Also, there is no reason why the width of the zones should be constant over time. For example, if uncertainty about the equilibrium real exchange rate and about the nature of disturbances diminished with experience, then narrower zones could be adopted. On the other hand, if turbulence increased over time, wider zones could be adopted. Finally, as a corollary of the above arguments, there is no logical presumption that the width of the zone should be the same for all members. In this connection, it is relevant to note the experience of the EMS in which the currency of Italy, a country that has had relatively high inflation in the past, is subject to wider margins than other currencies. Similarly, it has been suggested that if the United Kingdom were to join the EMS, special provision should be made in the form of wider margins for the pound sterling to reflect the influence of oil price developments on the exchange rate.

Turning to the frequency of adjustment, a number of points need to be considered. To begin with, the frequency with which the central rates (and zones around them) are adjusted should reflect the frequency of changes in real economic conditions, as well as, of course, the size of inflation differentials across member countries. Examples of changes in real economic conditions would include permanent changes in the terms of trade, continuing intercountry differences in labor productivity, and intercountry shifts in saving and investment propensities. Because such changes in real economic conditions generally do not occur at close intervals, they are unlikely to induce frequent changes in the target zones. The size of inflation differentials depends primarily on how successful target zones are in inducing harmonization of members’ macroeconomic and structural policies, particularly monetary policy. The second factor governing the desired frequency of adjustment is the flexibility of macroeconomic policy instruments. Specifically, since a change in real economic conditions can be reconciled either by a change in macroeconomic policies with an unchanged zone or by a change in the zone with unchanged policies, it follows that inflexible policies call for higher frequency of zone adjustment, and vice versa. Third, there is the credibility issue. Frequent revisions in the zones reduce credibility of the zones and thereby reduce their value as an anchor for expectations. On the other hand, frequent changes in macroeconomic policies designed to sustain the zones may also reduce credibility—but this time of the policies.34 Therefore, the optimal frequency of adjustment from a credibility viewpoint involves balancing between these two considerations.
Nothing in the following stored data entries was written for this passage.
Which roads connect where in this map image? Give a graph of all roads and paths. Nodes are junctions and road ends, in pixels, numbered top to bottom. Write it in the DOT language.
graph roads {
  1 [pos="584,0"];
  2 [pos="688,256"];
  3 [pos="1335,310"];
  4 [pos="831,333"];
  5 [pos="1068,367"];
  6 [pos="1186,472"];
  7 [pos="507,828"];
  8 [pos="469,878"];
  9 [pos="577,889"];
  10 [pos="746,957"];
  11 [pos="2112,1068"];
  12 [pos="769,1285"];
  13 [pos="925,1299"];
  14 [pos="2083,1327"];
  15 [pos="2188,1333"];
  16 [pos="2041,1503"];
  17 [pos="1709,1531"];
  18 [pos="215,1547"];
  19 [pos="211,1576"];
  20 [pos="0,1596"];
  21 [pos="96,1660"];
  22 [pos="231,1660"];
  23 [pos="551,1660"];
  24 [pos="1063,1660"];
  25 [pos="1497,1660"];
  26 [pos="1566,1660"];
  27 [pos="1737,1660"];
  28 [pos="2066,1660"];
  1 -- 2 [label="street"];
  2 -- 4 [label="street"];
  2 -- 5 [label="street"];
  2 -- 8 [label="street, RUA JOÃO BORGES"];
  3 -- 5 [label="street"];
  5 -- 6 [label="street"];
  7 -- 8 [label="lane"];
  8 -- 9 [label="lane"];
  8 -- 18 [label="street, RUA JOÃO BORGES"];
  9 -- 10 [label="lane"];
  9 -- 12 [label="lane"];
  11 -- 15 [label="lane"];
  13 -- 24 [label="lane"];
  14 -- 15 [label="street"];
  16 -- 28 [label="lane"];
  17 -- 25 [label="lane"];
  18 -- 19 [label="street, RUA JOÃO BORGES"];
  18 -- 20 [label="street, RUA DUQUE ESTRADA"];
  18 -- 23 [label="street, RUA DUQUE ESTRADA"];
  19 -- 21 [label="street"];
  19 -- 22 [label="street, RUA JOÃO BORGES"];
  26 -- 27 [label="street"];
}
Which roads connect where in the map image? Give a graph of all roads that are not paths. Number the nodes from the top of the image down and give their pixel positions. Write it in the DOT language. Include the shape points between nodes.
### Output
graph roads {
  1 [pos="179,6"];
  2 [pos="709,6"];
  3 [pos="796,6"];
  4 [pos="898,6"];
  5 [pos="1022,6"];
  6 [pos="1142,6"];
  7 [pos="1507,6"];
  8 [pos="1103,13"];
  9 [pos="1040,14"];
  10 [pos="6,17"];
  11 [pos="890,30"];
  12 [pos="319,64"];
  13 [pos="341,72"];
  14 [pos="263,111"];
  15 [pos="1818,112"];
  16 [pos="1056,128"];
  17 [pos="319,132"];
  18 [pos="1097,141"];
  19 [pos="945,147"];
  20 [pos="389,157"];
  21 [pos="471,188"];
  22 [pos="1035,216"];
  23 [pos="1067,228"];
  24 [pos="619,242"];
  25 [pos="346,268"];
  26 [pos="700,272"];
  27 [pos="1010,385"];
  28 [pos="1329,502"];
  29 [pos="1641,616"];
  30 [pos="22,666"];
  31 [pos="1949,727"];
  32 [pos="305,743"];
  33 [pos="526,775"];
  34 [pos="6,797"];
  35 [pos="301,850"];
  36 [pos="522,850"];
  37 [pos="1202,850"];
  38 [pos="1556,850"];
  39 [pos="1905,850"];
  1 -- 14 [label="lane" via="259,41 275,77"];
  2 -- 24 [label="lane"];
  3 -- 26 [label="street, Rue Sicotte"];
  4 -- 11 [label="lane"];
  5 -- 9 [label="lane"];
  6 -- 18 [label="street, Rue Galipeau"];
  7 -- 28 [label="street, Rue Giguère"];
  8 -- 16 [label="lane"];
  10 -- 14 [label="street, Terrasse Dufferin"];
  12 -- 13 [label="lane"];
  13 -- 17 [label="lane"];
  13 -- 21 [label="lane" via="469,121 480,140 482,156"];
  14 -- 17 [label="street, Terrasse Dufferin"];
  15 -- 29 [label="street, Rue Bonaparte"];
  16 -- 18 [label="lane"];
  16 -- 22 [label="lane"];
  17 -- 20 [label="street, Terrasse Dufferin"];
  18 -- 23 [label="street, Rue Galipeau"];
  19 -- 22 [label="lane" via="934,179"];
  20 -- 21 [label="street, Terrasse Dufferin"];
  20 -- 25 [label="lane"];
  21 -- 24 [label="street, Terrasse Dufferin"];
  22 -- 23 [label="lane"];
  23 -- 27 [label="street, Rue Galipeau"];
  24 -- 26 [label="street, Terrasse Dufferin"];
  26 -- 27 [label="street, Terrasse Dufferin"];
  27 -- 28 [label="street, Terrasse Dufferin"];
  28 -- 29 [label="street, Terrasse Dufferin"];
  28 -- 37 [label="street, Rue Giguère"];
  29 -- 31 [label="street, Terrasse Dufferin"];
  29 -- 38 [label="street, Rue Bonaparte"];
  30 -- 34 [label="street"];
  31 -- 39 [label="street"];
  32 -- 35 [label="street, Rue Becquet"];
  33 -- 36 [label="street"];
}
Fourth, some have argued that if target zones are adjusted frequently for inflation differentials and the need for balance of payments adjustment, speculative attacks will be discouraged, since they are motivated by large discrete changes in exchange rates. Fifth, the frequency of adjustment must obviously be constrained by the availability of the data necessary for computations.

How Would Exchange Rates Be Kept Within the Zones and With What Consequences for Other Policy Objectives?

For a system of target zones to operate successfully, it is necessary that exchange rates be kept within the agreed zones, at least most of the time. But how would participating countries assure this result? Three policy instruments should be considered.

  • The most obvious instrument is domestic monetary policy. Indeed, as indicated in Section I, a differentiating characteristic of target zones is that the authorities pay more attention to the exchange rate in the conduct of domestic monetary policy than they do under the present system of managed floating. What this means is that participating members will have to seek greater coordination of monetary policies, with a consequent reduction in the ability to independently control the money supply. For example, a member of the system that sees its nominal exchange rate fall to the bottom of the zone would be expected to slow its money growth rate and to increase its domestic interest rate vis-à-vis those of other members;35 in this way, it would induce an appreciation in its nominal exchange rate, thereby keeping its exchange rate within the target zone. Assuming that the pass-through of nominal exchange rate changes into domestic prices is less than complete, the same monetary policy action would allow the member to satisfy its target for the real exchange rate as well.36

There is little doubt about the ability of major industrial countries to influence nominal and real exchange rates in the medium term using domestic monetary policy.37 The key question concerns the willingness to do so given the implied reduction in their ability to then use domestic monetary policy for internal objectives. To many observers, it is simply naive to believe that the United States, Japan, and the Federal Republic of Germany would be willing to override internal objectives for exchange rate targets in the formulation of domestic monetary policy. Under this view, “soft” target zones are the strongest commitment one can reasonably envisage for the three largest potential members. Others argue, however, that the independence of monetary policy is far from complete under the present system, even for those countries classified by the Fund as “independently floating.” To take but one recent example, the U.K. authorities reacted to the large decline in the dollar/pound rate in early 1985 by encouraging large increases in domestic interest rates—and this even though there was strong domestic pressure for lower interest rates to help reduce unemployment. For this reason, supporters of target zones argue that all countries already have implicit target zones beyond which they are willing to sacrifice internal objectives for the exchange rate. It is argued therefore that the loss of monetary independence at the margin would be minimal.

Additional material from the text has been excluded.